*** Opening of EXERCISE MATERIAL ***

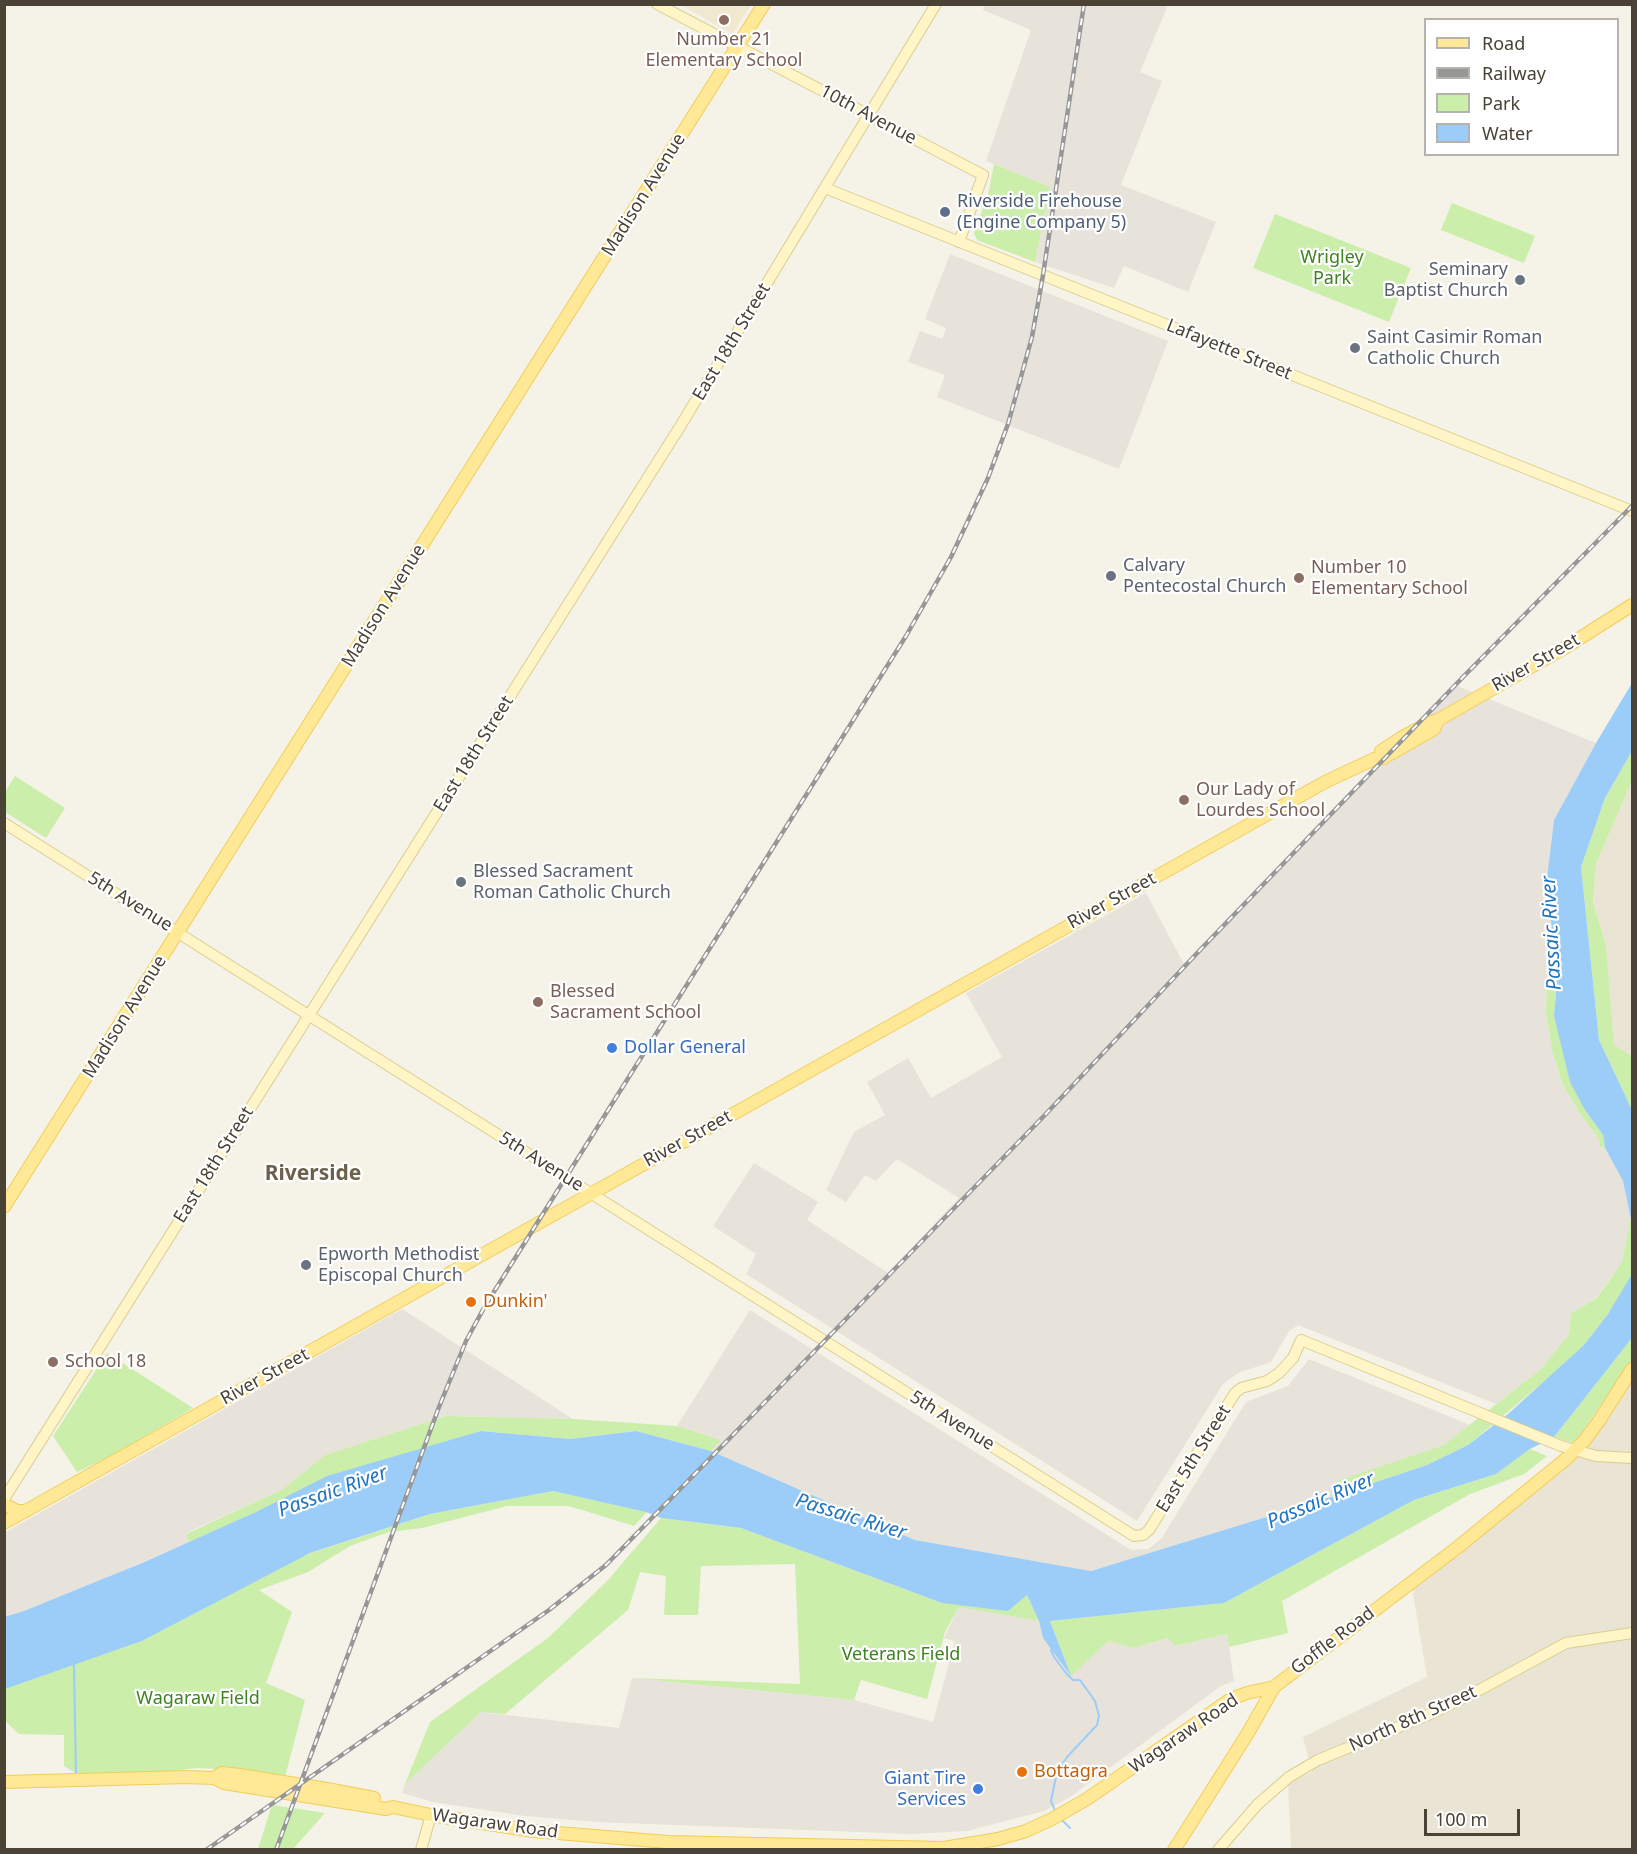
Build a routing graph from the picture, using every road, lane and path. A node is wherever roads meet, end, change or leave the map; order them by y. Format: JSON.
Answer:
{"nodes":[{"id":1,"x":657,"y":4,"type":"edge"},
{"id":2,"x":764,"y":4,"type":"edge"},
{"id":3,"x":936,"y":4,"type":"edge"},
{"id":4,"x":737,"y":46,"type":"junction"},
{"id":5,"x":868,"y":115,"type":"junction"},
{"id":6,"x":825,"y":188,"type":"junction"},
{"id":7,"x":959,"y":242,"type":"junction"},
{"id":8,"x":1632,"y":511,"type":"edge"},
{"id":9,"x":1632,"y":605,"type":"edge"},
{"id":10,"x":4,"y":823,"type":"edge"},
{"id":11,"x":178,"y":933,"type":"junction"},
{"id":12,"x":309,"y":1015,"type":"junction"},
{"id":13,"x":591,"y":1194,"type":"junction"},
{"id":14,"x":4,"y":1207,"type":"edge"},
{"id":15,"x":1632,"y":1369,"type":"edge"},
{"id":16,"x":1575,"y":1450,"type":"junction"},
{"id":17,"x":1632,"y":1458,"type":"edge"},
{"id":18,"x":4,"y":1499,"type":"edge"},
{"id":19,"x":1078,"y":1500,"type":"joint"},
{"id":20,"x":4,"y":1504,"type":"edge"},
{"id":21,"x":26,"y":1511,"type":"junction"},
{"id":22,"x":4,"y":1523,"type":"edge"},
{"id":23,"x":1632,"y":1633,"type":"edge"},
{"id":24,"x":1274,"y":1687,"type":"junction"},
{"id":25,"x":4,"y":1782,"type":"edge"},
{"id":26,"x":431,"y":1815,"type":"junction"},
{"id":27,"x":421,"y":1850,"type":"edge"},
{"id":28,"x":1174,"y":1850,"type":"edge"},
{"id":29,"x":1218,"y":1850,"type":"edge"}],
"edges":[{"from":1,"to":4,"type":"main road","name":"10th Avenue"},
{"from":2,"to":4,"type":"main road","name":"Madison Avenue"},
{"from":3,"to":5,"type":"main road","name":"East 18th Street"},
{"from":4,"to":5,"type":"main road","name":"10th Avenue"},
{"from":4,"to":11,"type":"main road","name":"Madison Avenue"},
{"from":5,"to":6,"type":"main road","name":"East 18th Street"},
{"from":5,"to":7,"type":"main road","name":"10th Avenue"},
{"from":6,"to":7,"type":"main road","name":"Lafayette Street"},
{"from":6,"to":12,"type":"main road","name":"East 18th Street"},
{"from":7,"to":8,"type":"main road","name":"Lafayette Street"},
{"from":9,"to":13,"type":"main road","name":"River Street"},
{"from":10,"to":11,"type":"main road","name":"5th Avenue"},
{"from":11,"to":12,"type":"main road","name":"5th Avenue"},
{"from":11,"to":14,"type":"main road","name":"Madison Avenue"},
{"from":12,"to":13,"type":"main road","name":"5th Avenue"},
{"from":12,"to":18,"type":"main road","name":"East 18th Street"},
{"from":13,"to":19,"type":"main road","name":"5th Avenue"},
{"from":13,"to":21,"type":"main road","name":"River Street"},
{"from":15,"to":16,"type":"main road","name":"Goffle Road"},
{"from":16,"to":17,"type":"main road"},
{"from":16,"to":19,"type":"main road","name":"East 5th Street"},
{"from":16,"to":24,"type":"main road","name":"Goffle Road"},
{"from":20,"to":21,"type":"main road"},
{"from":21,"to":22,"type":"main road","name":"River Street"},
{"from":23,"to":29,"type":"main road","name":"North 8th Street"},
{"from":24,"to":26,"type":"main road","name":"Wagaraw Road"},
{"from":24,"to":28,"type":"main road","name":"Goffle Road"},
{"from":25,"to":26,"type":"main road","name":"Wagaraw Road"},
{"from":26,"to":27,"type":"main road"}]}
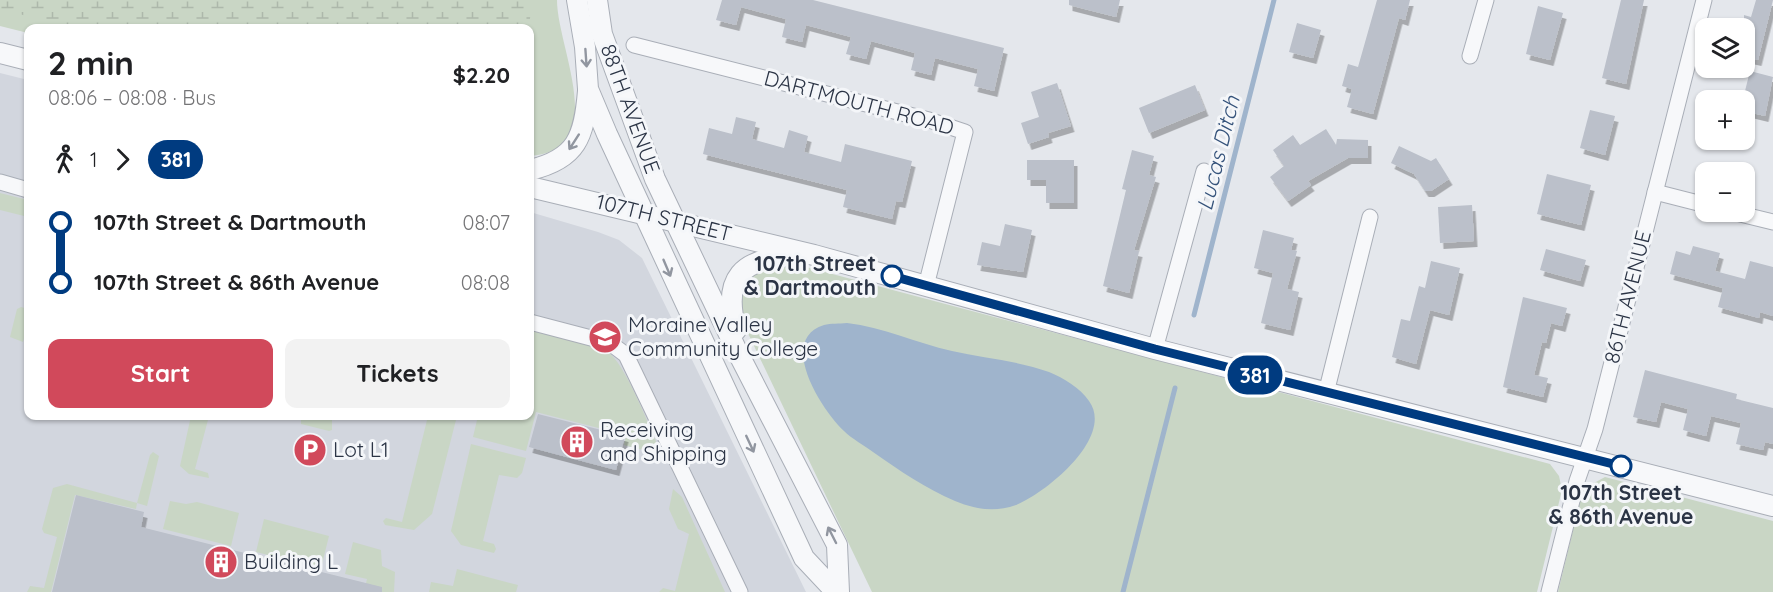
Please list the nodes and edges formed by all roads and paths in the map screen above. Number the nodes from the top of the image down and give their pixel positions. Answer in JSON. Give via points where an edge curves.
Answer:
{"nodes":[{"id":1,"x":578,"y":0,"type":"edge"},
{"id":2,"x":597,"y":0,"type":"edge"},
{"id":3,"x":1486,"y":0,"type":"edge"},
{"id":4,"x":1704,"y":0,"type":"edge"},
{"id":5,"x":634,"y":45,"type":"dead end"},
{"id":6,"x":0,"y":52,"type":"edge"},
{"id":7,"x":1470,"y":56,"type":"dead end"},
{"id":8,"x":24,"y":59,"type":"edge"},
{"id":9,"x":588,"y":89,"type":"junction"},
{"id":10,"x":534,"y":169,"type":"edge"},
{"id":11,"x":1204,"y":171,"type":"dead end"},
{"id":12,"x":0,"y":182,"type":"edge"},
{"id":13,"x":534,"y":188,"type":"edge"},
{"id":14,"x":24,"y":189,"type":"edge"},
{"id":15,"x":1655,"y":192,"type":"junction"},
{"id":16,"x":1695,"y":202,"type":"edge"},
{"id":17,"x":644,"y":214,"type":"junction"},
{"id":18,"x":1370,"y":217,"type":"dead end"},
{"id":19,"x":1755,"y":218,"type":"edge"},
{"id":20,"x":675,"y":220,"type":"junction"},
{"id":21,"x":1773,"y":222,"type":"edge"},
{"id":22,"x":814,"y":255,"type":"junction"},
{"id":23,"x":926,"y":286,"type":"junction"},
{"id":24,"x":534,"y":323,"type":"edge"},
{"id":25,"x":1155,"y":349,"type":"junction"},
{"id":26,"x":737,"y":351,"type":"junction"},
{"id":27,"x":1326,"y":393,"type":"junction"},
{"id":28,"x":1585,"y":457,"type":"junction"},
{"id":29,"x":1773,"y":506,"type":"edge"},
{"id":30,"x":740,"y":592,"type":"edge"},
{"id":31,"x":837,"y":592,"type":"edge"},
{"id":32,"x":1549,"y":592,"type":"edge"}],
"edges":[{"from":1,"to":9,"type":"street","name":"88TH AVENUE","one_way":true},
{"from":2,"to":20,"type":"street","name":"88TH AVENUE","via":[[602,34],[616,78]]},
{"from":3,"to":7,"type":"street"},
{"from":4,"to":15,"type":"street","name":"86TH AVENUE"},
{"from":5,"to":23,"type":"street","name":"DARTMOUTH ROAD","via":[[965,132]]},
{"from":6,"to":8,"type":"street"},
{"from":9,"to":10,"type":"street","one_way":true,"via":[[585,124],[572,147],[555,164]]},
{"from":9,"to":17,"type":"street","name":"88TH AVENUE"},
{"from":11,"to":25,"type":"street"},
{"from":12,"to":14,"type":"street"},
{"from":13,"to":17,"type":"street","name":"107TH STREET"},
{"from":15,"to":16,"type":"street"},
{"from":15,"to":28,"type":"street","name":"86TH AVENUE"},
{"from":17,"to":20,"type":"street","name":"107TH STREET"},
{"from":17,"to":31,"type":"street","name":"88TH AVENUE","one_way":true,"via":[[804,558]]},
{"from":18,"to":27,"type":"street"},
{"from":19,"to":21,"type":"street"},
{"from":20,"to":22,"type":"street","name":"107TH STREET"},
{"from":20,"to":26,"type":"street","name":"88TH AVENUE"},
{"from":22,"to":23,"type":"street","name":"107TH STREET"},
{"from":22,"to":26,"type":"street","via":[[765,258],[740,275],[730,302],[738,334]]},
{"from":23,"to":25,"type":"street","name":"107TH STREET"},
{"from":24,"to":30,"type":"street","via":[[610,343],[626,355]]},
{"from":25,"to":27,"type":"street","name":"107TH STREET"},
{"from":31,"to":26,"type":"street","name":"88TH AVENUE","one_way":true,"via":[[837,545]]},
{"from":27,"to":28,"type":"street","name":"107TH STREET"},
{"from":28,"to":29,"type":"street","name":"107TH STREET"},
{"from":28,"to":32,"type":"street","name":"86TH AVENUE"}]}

*** Close of EXERCISE MATERIAL ***

Copy each line of the records that has "JSON" in it.

Build a routing graph from the picture, using every road, lane and path. A node is wherever roads meet, end, change or leave the map; order them by y. Format: JSON.
Please list the nodes and edges formed by all roads and paths in the map screen above. Number the nodes from the top of the image down and give their pixel positions. Answer in JSON. Give via points where an edge curves.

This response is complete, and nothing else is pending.